Ao nível da eficácia na divulgação de dados sobre foragidos, o responsável ouvido pelo CM adianta que “há muito caminho a percorrer” e dá como exemplo o não aproveitamento dos meios informáticos e da internet. A evasão do ‘Solitário’ deu origem a um mandado de captura e a um processo no Departamento de Investigação e Acção Penal (DIAP) de Coimbra. A Polícia Judiciária está com o caso e todos os restantes órgãos de polícia foram alertados.
Sabendo-se que Manuel Simões viveu em França desde a década de 70, é de considerar a fuga para o estrangeiro. Até ontem, todavia, não existia mandado de captura internacional em seu nome. Segundo um elemento ligado à investigação, há prazos burocráticos a cumprir e “a questão está a ser preparada”.
"ELE NÃO É UM CRIMINOSO"
Manuel Marques Simões, de 55 anos, cresceu em Carvalhal do Meio, Ourém, e ainda é olhado com carinho pelo moradores que o conheceram. “No meu ver ele, não é criminoso, há bem piores”, disse ontem Maria Lourenço, explicando que o dinheiro roubado aos bancos “é como se fosse do Estado”. A fuga é o tema de todas as conversas na aldeia.

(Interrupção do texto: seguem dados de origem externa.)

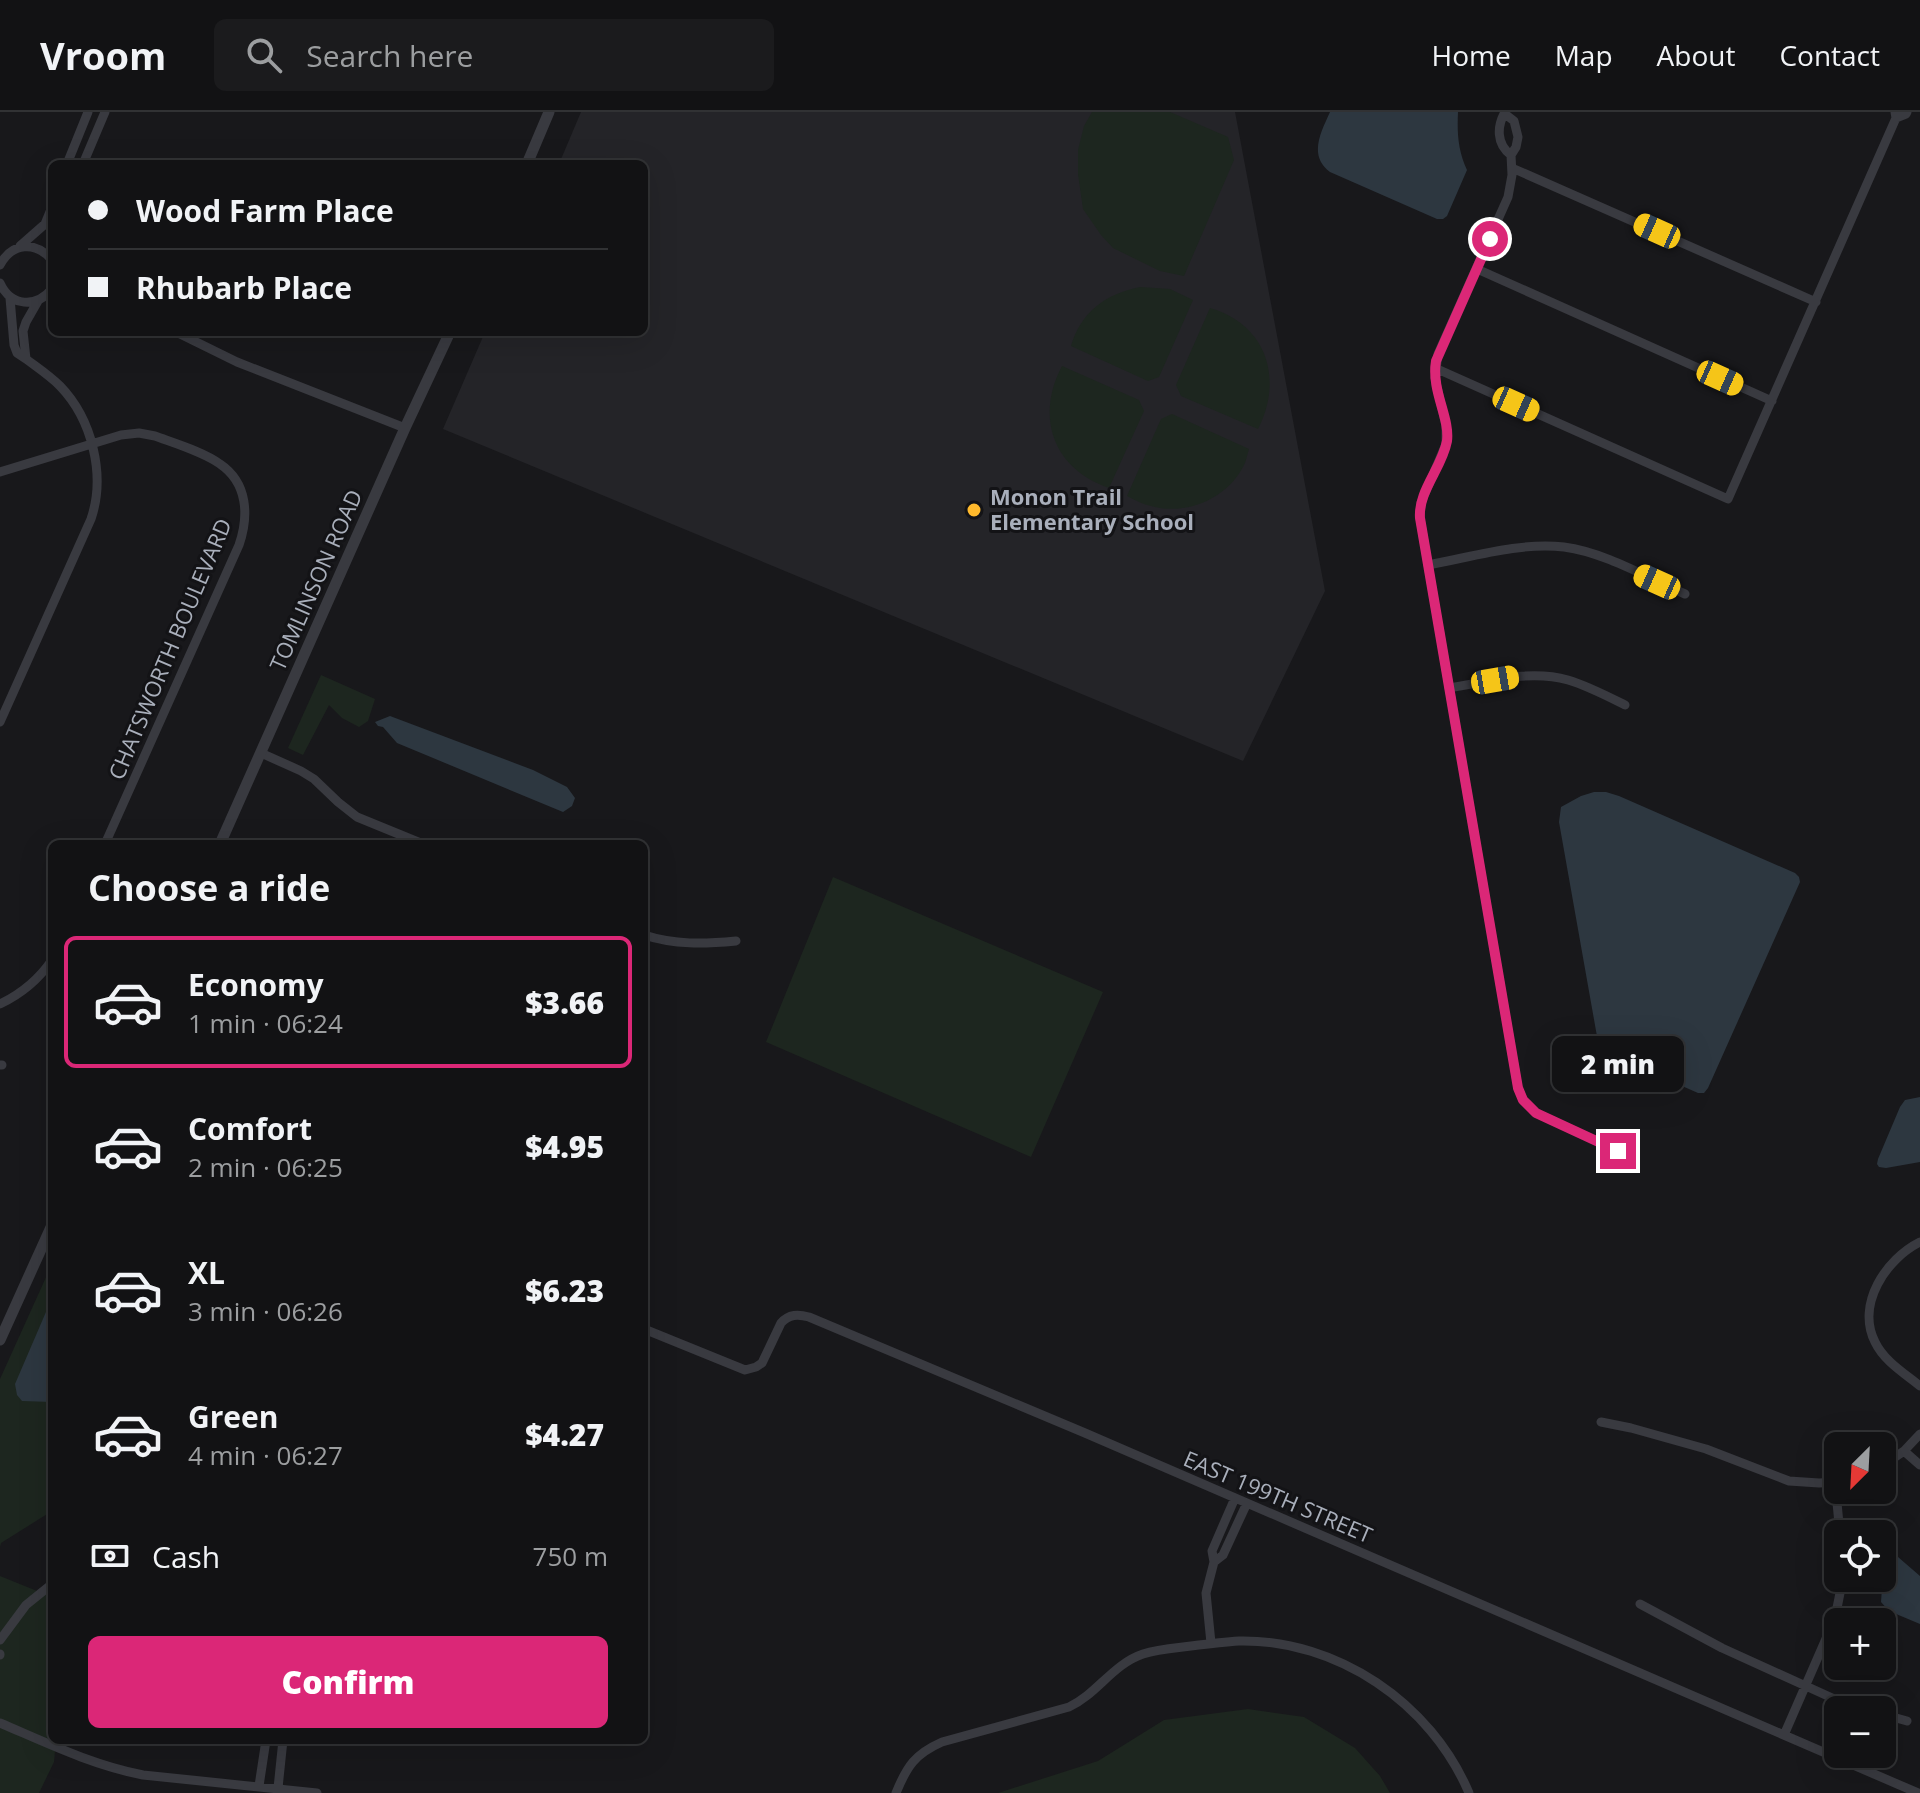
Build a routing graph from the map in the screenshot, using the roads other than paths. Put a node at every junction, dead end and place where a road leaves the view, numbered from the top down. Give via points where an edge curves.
1 (88, 112) edge
2 (105, 112) edge
3 (549, 112) edge
4 (1907, 112) edge
5 (1505, 113) edge
6 (1896, 115) edge
7 (1511, 155) junction
8 (69, 160) edge
9 (85, 160) edge
10 (529, 160) edge
11 (1512, 168) junction
12 (48, 217) edge
13 (0, 248) edge
14 (15, 249) junction
15 (48, 255) edge
16 (0, 265) edge
17 (1477, 269) junction
18 (0, 283) edge
19 (47, 296) edge
20 (10, 298) junction
21 (1816, 302) junction
22 (184, 336) edge
23 (448, 336) edge
24 (26, 359) junction
25 (1435, 368) junction
26 (1772, 401) junction
27 (405, 428) junction
28 (91, 444) junction
29 (0, 472) edge
30 (1428, 565) junction
31 (1685, 594) dead end
32 (1449, 688) junction
33 (1625, 705) dead end
34 (0, 722) edge
35 (261, 753) junction
36 (107, 840) edge
37 (222, 840) edge
38 (413, 840) edge
39 (648, 936) edge
40 (736, 941) dead end
41 (48, 966) edge
42 (0, 1004) edge
43 (1618, 1151) dead end
44 (48, 1234) edge
45 (1920, 1242) edge
46 (648, 1331) edge
47 (0, 1340) edge
48 (1920, 1386) edge
49 (1601, 1422) dead end
50 (1920, 1434) edge
51 (1904, 1451) junction
52 (1896, 1456) edge
53 (1920, 1465) edge
54 (1824, 1483) edge
55 (1235, 1498) junction
56 (1247, 1503) junction
57 (1214, 1562) junction
58 (48, 1587) edge
59 (1841, 1592) edge
60 (1640, 1604) dead end
61 (0, 1640) edge
62 (1211, 1643) junction
63 (1805, 1686) junction
64 (1828, 1696) edge
65 (1896, 1718) edge
66 (1907, 1721) dead end
67 (0, 1723) edge
68 (1784, 1735) junction
69 (48, 1744) edge
70 (49, 1744) edge
71 (265, 1744) edge
72 (283, 1744) edge
73 (259, 1786) junction
74 (278, 1788) junction
75 (317, 1793) edge
76 (896, 1793) edge
77 (1469, 1793) edge
78 (1918, 1793) edge

1 - 8 street
2 - 9 street
3 - 10 street
4 - 6 street
5 - 7 street via 1499,136
5 - 7 street via 1518,134
6 - 21 street
7 - 11 street
11 - 17 street via 1508,197
11 - 21 street
12 - 14 street
13 - 14 street
14 - 15 street via 37,247
14 - 16 street
17 - 25 street
17 - 26 street
18 - 20 street
19 - 20 street via 29,303
19 - 24 street via 23,331
20 - 24 street via 14,345
21 - 26 street
22 - 27 street
23 - 27 street, TOMLINSON ROAD
24 - 28 street via 67,393
25 - 26 street via 1728,499
25 - 30 street via 1447,436 1419,511
27 - 35 street, TOMLINSON ROAD
28 - 29 street, CHATSWORTH BOULEVARD
28 - 34 street via 97,480 93,512
28 - 36 street, CHATSWORTH BOULEVARD via 129,433 155,436 222,465 246,507 239,545
30 - 31 street via 1523,548 1564,547 1602,557
30 - 32 street
32 - 33 street via 1546,676 1574,682
32 - 43 street via 1521,1095 1544,1118
35 - 37 street, TOMLINSON ROAD
35 - 38 street via 314,779 357,817
39 - 40 street via 676,943
41 - 42 street
44 - 47 street
45 - 48 street via 1878,1282 1869,1319 1875,1343 1886,1358
46 - 55 street, EAST 199TH STREET via 745,1370 762,1363 784,1319 802,1315
49 - 54 street via 1706,1449 1789,1481
50 - 51 street
51 - 52 street
51 - 53 street
55 - 56 street, EAST 199TH STREET
55 - 57 street via 1212,1551
56 - 57 street via 1223,1555
56 - 68 street, EAST 199TH STREET
57 - 62 street via 1206,1593
58 - 61 street via 26,1605
59 - 63 street
60 - 63 street
62 - 76 street via 1144,1654 1069,1707 928,1748 908,1768
62 - 77 street via 1295,1647 1363,1674 1419,1717
63 - 64 street
63 - 68 street
65 - 66 street
67 - 69 street
68 - 78 street, EAST 199TH STREET
70 - 73 street via 122,1771
71 - 73 street
72 - 74 street
73 - 74 street
74 - 75 street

“A esperteza é grande”, comentava António Barreiro. Também ele vinca que o ladrão de bancos “nunca fez mal a ninguém” por ali. Nas últimas duas noites, uma movimentação anormal de viaturas inquietou alguns habitantes, mas a maioria não tem medo nem julga que o ‘Solitário’ apareça. “Ele para aqui nunca vem”, garantia Rosa Jesus.

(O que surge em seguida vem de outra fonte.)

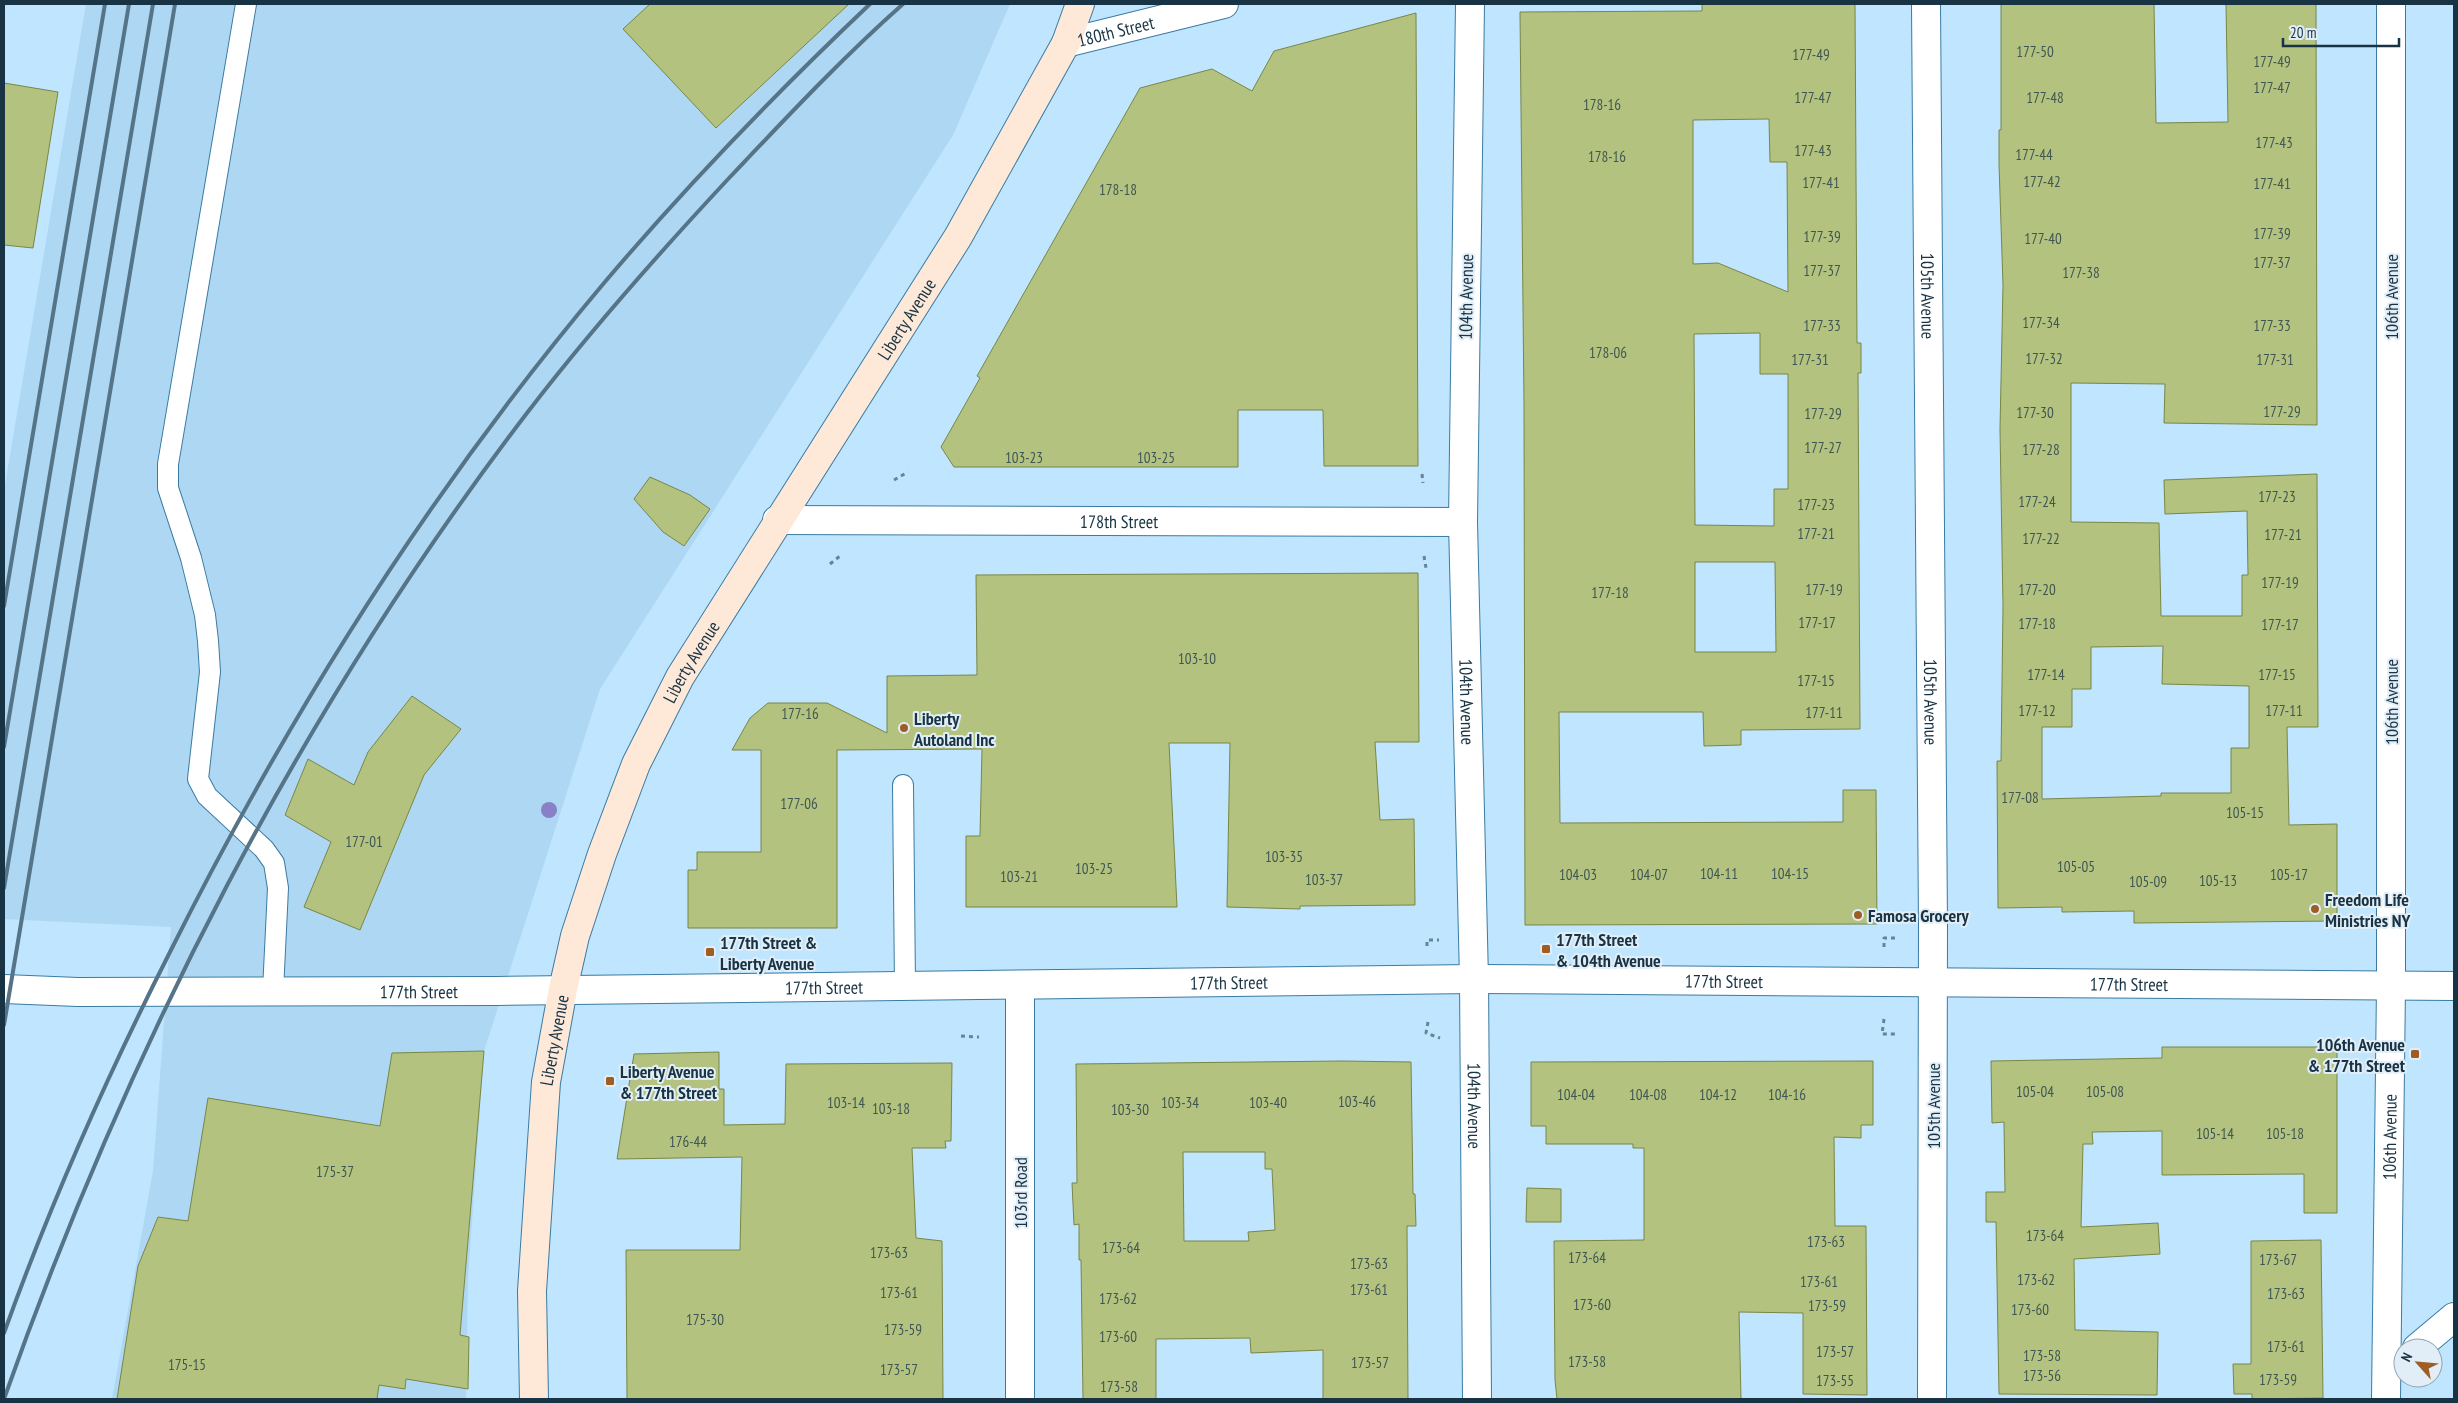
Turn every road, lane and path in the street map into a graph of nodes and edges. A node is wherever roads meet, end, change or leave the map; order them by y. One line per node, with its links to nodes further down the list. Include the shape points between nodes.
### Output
1 (246, 4): 29 (lane, via 168,464 168,488 191,558 208,640 210,672 198,779 206,796 264,848 274,863 278,888)
2 (1080, 4): 7 (main road, Liberty Avenue)
3 (1224, 4): 7 (street, 180th Street)
4 (1470, 4): 13 (street, 104th Avenue)
5 (1926, 4): 22 (street, 105th Avenue)
6 (2391, 4): 24 (street, 106th Avenue)
7 (1066, 43): 12 (main road, Liberty Avenue, via 958,237)
8 (908, 472): 10 (path)
9 (1422, 474): 11 (path)
10 (894, 480)
11 (1423, 483)
12 (777, 520): 13 (street, 178th Street); 28 (main road, Liberty Avenue, via 680,677 636,764 602,854)
13 (1463, 522): 21 (street, 104th Avenue)
14 (840, 556): 16 (path)
15 (1424, 556): 17 (path)
16 (830, 564)
17 (1426, 568)
18 (903, 786): 26 (lane)
19 (1897, 938): 20 (path, via 1884,938)
20 (1884, 948)
21 (1474, 979): 22 (street, 177th Street); 23 (street, 177th Street); 42 (street, 104th Avenue)
22 (1933, 983): 24 (street, 177th Street); 43 (street, 105th Avenue)
23 (1020, 986): 26 (street, 177th Street); 41 (street, 103rd Road)
24 (2391, 986): 25 (street, 177th Street); 37 (street, 106th Avenue)
25 (2454, 986)
26 (905, 987): 28 (street, 177th Street)
27 (4, 989): 29 (street, 177th Street)
28 (563, 989): 29 (street, 177th Street); 40 (main road, Liberty Avenue, via 546,1082 532,1291)
29 (273, 992)
30 (1884, 1018): 32 (path, via 1882,1034)
31 (1428, 1022): 35 (path, via 1426,1033)
32 (1897, 1034)
33 (961, 1036): 34 (path)
34 (979, 1037)
35 (1441, 1038)
36 (2454, 1317): 38 (street)
37 (2394, 1338)
38 (2429, 1338)
39 (2393, 1369): 44 (street, 106th Avenue)
40 (534, 1399)
41 (1020, 1399)
42 (1477, 1399)
43 (1932, 1399)
44 (2386, 1399)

TRÊS MULHERES E CHORO FÁCIL
FAMÍLIA
Antes de ser preso pela primeira vez, em Setembro de 2002, Manuel Simões já tinha iniciada a terceira relação conjugal. Vivia com uma mulher que conheceu na Polónia.
CRISES
Quando foi julgado no Tribunal da Anadia, o ‘Solitário’ tinha lapsos de memória. Durante o exame de avaliação psicológica feito pelos médicos forenses, teve várias crises de choro.
INQUÉRITO
Os Serviços Prisionais continuam a investigar como é que um recluso condenado a 15 anos e em início de pena tinha acesso à rua para despejar lixo como os presos de confiança.